In 1757, during a trip between Putumayo and Santafé, which is now Bogotá, Friar Juan de San Gertrudis followed the rumors about the monuments and found “five Indian houses” and dozens of carved stones, which he described in strong terms in his diary.
“They are the work of the devil,” he wrote. “The Indians did not have iron or instruments to produce such a thing.”
Given there was no gold in the region that’s now San Agustín, it would be a while before new visitors arrived.
In 1808, Francisco José de Caldas published the first report of the statues in the newspaper Semanario del Nuevo Reino de Granada.
In 1857, geographer Agustín Codazzi, during his explorations to discover the source of the Magdalena River, made the first detailed descriptions of the statues. His work attracted the curiosity of several European archaeologists, including Germany’s Konrad Theodor Preuss, then the director of the Ethnological Museum in Berlin.

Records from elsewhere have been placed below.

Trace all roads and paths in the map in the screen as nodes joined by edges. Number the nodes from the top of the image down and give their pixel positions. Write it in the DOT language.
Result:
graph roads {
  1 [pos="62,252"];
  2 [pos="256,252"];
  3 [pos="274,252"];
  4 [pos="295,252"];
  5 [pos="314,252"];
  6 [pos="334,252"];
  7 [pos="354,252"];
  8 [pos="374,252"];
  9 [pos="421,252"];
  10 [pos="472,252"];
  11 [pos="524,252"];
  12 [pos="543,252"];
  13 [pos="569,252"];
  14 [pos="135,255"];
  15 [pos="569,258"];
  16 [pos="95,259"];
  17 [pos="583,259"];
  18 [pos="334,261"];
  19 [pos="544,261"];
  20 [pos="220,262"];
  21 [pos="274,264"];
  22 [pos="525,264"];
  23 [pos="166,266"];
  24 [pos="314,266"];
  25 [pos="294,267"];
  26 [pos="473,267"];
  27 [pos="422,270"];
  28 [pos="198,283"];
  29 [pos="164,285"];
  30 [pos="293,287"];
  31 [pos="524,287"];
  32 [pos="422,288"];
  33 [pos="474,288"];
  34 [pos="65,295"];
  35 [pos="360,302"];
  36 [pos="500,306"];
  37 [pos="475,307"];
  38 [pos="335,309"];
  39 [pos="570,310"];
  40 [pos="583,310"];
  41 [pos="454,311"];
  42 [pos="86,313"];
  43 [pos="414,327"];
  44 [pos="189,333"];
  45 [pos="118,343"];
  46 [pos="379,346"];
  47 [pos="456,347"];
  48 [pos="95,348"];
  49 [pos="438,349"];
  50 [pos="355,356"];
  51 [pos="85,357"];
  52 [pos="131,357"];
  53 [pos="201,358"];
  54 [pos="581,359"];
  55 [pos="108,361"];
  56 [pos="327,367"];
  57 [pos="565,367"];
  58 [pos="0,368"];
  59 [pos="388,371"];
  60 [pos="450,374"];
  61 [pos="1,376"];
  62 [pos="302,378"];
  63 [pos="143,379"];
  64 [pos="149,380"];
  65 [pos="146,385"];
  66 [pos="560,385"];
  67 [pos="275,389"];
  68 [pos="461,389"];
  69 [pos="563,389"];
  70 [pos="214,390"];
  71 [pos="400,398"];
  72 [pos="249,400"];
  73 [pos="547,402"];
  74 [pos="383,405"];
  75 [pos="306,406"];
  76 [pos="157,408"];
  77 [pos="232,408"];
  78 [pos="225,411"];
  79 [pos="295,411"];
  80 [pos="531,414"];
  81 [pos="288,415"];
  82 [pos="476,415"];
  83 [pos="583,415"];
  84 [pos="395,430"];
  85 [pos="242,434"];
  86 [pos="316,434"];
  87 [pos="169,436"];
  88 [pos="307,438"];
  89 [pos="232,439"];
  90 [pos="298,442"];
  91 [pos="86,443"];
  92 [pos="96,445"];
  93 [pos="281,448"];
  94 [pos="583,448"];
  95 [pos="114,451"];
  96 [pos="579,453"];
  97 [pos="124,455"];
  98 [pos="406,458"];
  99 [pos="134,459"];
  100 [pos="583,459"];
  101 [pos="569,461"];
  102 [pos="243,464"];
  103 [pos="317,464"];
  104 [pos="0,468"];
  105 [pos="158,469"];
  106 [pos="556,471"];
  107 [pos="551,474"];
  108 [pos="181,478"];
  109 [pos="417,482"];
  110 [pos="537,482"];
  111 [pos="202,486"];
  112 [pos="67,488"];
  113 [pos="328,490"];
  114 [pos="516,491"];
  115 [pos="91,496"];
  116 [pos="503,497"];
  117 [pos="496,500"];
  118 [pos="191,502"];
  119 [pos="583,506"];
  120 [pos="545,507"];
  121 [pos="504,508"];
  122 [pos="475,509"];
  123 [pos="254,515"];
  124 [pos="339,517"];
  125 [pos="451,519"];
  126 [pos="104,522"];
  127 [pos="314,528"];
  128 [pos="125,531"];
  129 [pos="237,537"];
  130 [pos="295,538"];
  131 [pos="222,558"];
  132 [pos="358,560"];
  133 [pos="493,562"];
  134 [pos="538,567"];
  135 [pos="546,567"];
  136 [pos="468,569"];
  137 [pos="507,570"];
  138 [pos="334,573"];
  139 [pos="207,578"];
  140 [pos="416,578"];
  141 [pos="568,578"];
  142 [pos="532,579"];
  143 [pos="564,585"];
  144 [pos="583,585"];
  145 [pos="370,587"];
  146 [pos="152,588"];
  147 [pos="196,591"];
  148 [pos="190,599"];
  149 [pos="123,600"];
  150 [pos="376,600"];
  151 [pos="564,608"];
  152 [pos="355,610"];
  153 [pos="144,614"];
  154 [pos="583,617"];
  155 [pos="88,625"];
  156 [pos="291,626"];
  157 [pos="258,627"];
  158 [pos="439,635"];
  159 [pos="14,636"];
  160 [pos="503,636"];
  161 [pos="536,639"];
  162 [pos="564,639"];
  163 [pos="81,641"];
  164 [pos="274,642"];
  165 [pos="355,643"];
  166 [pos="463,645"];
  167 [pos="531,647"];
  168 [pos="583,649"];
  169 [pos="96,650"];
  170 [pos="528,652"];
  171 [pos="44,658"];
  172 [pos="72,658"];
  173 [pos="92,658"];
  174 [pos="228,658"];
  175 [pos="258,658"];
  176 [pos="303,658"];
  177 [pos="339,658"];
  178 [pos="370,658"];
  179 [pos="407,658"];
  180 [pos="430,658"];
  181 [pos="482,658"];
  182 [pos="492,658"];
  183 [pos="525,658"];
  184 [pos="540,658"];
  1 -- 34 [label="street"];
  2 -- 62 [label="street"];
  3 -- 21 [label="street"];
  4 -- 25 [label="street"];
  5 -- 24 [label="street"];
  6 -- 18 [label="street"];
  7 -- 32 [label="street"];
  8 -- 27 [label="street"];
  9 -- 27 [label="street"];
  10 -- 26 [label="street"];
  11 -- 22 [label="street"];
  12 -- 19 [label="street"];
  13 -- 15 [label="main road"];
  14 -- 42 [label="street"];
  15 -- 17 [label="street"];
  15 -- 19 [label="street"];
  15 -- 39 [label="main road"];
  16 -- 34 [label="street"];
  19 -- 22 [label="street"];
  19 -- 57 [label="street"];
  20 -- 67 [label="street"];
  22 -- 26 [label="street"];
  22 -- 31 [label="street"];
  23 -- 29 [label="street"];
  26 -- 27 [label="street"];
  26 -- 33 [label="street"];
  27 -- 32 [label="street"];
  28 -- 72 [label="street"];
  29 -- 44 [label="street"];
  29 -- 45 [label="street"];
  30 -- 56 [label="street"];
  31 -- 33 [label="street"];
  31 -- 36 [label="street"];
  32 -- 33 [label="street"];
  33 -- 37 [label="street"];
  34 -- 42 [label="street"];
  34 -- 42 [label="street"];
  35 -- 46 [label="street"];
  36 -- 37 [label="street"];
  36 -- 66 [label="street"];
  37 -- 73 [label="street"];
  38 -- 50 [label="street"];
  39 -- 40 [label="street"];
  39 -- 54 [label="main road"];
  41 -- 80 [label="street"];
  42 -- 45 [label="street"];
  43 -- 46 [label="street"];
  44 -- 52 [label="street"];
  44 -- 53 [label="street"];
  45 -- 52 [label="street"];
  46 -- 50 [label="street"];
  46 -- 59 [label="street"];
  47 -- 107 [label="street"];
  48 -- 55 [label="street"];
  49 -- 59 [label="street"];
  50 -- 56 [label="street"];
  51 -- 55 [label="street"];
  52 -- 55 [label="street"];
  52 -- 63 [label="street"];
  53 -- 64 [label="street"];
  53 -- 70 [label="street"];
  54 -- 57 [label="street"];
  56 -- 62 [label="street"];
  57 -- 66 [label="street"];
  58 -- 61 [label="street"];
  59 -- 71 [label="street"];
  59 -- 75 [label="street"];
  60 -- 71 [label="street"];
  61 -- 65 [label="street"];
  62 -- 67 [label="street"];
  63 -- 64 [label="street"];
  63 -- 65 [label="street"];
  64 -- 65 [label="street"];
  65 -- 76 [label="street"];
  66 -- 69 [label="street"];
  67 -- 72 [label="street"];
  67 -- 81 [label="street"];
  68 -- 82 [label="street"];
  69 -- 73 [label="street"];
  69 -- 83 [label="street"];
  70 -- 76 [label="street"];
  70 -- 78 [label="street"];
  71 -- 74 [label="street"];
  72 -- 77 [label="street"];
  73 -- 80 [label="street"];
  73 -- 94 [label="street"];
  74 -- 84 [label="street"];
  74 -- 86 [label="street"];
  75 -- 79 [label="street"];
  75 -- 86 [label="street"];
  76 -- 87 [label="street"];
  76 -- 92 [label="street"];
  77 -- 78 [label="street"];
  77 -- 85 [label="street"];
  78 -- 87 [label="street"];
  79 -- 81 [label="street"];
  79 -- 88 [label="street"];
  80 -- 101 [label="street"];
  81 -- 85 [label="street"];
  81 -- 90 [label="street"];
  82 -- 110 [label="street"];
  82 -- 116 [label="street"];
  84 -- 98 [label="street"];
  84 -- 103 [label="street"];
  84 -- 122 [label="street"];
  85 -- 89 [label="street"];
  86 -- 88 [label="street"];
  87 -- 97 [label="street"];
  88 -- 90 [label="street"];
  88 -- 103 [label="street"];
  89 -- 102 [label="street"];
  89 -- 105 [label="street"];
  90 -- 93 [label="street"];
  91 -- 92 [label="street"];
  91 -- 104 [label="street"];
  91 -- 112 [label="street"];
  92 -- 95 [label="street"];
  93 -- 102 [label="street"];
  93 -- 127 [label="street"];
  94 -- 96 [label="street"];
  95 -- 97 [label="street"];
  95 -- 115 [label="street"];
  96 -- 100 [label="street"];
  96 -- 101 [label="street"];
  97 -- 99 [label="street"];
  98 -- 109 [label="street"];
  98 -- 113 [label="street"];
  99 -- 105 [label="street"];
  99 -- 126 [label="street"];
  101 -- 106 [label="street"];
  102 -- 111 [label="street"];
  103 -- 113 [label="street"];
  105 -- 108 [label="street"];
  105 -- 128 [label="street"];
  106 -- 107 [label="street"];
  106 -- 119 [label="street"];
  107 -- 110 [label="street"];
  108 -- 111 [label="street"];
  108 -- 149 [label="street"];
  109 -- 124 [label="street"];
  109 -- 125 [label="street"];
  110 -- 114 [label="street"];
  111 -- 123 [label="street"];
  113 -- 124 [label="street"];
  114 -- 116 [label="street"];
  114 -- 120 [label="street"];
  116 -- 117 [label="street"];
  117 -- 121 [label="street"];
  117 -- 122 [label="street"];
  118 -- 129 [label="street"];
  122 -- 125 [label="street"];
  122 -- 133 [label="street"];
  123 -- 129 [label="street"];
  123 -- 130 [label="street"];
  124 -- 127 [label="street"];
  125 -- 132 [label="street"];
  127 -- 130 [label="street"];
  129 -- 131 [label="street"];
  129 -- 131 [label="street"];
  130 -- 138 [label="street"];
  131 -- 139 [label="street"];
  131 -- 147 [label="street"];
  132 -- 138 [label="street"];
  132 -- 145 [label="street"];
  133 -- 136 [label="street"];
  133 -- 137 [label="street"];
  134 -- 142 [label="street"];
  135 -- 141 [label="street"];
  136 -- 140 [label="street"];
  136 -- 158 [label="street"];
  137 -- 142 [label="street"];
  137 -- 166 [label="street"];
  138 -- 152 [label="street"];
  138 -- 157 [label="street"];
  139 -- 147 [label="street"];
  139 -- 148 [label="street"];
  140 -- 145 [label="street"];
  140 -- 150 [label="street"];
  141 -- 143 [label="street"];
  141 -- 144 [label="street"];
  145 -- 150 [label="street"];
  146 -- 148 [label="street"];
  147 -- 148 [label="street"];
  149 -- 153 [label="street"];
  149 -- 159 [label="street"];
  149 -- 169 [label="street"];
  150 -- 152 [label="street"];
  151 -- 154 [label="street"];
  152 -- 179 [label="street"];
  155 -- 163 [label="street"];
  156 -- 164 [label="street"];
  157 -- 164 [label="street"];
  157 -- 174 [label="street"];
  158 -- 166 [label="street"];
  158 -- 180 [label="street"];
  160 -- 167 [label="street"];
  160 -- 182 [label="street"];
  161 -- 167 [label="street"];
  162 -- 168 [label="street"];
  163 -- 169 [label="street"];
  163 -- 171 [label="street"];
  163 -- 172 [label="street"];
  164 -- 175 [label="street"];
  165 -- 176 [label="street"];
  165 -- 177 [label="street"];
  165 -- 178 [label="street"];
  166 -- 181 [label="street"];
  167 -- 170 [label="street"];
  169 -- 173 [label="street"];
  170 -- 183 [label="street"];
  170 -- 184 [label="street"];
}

Preuss visited the region for three months between 1913 and 1914. During this time, he removed 36 statues and hundreds of other pieces, which were exhibited in the spring of 1923 in the courtyard of the former Museum of Arts and Crafts in Berlin.
The pieces were compared to the famous treasures of Tutankhamun, found a year earlier in Egypt, Sanabria said.
International recognition led the Colombian government to establish the National Archaeological Park in 1935 and support the work being carried out in the region.
Since 1943, during the course of 40 years of hard work, hundreds of tombs were opened, reconstructed and preserved in the vicinity of the towns of San Agustín and Isnos, under the direction of Colombian archaeologist Luis Duque Gómez, along with the help of other scholars and hundreds of rural residents.
Since then, thousands of curious travelers and experts have visited the region, attracted by the enigmatic figures and beautiful landscape. During the last year, the San Agustín Archaeological Park has received an average of 8,000 tourists a month from throughout the world.
How to get there
San Agustín is 520 kilometers south of Bogotá in the department of Huila. The highway is well maintained and features beautiful scenery.
The route from Bogotá includes the Tatacoa Desert – one of the best astronomical observatories in Colombia – and the Rivera hot springs, as well as several overlooks along the Magdalena River.
San Agustín has hotels for all tastes and budgets, as well as travel agencies that organize trips by horseback to the archeological sites and natural attractions, in addition to adventure tourism options.